Vefatının üzerinden geçen yıllar, Türkeş’in bıraktığı mirasın önemini daha da belirgin hale getirmiştir. Milliyetçi harekete olan ilgideki artış, onun düşüncelerinin ve ideallerinin günümüzdeki karşılık bulmasında etkili olmuştur. Türkiye'deki birçok genç, Türkeş’in ideallerinden ilham alarak milliyetçi bir perspektif geliştirme çabasındadır. Alparslan Türkeş’in vizyonu, Türk milletinin birliğini ve beraberliğini sağlamak üzere şekillenmiş bir anlayışla her gün yeniden gündeme gelmektedir.

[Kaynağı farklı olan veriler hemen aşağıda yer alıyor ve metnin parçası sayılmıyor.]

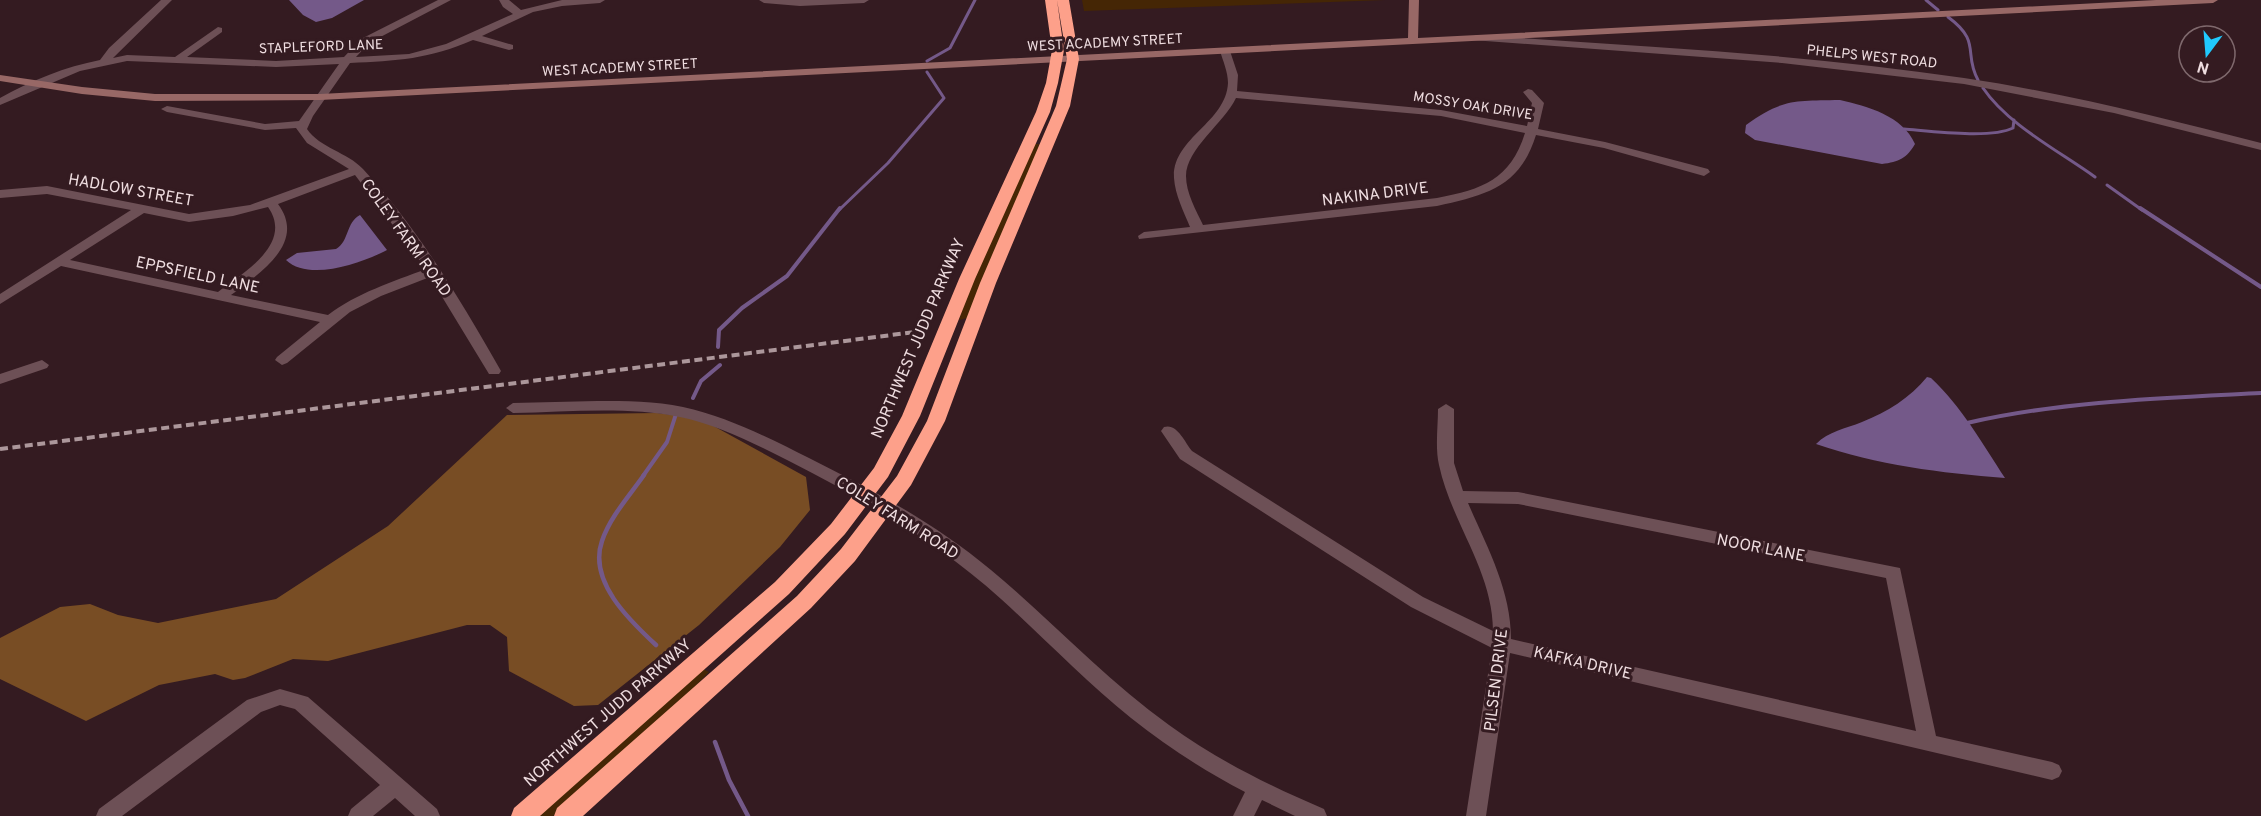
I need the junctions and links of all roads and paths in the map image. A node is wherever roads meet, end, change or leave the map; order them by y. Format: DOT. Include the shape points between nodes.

Ayrıca, günümüzde Alparslan Türkeş’i anmak için düzenlenen etkinlikler, onun siyasi görüşlerini ve duruşunu bir kez daha gündeme getiriyor. Her yıl 4 Nisan'ı “Alparslan Türkeş'i Anma Günü” olarak belirleyen siyasiler ve partiler, onun düşüncelerinin ve mirasının nesilden nesile aktarılmasına yönelik birer örnek sergilemektedir. Eğitime ve kültürel etkinliklere olan katkılar da, Alparslan Türkeş'in değerlerinin genç nesillere ulaşmasında önemli bir rol oynamaktadır.
Sonuç olarak, Alparslan Türkeş’in vefatının ardından geçen 28 yıl, Türk siyasi tarihinde derin izler bırakmaya devam ediyor. Hem siyasi idealleriyle hem de toplum üzerindeki etkisiyle, Türk milliyetçiliğinin simgelerinden biri olan Alparslan Türkeş, asla unutulmayacak bir lider olarak daima hatırlanacaktır.